No, you don’t have to memorize the whole list. There’s only so much you can do. Sometimes, the guests themselves can give you important information and can help you help them avoid bad ingredients.

Things that are usually OK are burgers without buns or special seasoning, steaks, from scratch marinara sauces, grilled, pan-seared or broiled chicken, fish and other unaltered meats, olive oil and balsamic vinegar cruets for salads or any dressing known by the chef not to contain anything from the banned list – many made-from-scratch dressings made in good kitchens qualify but if your kitchen uses prepackaged dressings or seasoning packets in the preparation of those dressings, then you need to be wary.

Also be wary of dishes that might use soy sauces as seasonings (many Asian-type dressings and sauces use it). Orzo is out because, even though it looks like rice, it’s actually a wheat-based pasta (as a well-informed waiter, you should already know this!)

1% or less of Americans suffer from this disease. So you won’t see many guests who need your guidance.

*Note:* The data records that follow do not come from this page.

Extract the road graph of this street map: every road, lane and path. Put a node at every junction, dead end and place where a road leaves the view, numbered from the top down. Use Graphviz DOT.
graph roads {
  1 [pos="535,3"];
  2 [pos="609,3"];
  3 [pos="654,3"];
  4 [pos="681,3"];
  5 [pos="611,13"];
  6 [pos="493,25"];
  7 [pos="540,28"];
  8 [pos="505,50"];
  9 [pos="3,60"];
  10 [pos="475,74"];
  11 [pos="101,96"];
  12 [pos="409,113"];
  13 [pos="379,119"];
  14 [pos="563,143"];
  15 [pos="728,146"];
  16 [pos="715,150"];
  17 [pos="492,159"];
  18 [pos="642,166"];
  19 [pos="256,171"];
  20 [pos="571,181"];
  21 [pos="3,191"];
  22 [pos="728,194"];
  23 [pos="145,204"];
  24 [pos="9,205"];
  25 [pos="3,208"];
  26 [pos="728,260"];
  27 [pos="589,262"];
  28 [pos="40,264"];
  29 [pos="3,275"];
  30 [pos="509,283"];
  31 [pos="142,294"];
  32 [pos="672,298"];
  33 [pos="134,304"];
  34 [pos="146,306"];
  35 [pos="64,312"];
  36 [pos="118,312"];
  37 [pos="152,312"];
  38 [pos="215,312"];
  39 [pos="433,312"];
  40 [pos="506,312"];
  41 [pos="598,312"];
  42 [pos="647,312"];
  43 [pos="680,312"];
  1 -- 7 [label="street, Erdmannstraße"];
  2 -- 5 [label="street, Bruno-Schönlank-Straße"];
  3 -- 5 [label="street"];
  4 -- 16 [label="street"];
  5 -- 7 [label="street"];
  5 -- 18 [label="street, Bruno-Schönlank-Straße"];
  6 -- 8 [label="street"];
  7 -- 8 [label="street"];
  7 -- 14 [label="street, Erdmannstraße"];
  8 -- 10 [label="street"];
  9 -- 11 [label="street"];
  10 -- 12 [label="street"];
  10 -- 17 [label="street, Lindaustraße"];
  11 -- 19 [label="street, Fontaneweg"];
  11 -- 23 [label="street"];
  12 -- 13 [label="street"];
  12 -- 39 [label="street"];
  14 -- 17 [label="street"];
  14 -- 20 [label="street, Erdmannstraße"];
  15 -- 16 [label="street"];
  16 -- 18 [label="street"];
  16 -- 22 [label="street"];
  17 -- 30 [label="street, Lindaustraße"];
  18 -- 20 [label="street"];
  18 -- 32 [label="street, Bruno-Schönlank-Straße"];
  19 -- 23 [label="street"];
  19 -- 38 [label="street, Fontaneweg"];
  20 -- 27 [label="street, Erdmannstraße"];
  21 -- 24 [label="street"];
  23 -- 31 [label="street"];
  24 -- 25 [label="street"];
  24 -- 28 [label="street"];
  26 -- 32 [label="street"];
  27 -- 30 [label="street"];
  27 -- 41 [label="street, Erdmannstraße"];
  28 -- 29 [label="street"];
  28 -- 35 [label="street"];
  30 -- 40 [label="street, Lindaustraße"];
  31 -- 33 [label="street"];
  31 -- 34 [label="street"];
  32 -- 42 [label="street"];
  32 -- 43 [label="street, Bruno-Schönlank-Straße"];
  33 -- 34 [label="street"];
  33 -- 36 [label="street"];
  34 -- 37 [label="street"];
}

However, you can really impress the table that needs gluten-free food by knowing what it is and being able to guide them through your menu.

Here’s a current list of restaurants as of this date that offer a gluten-free menu to their guests:

http://www.associatedcontent.com/article/850639/2008_guide_to_gluten_free_restaurant.html?cat=22

Celiac.com is a great source of information and every waiter to should at least pay it a visit.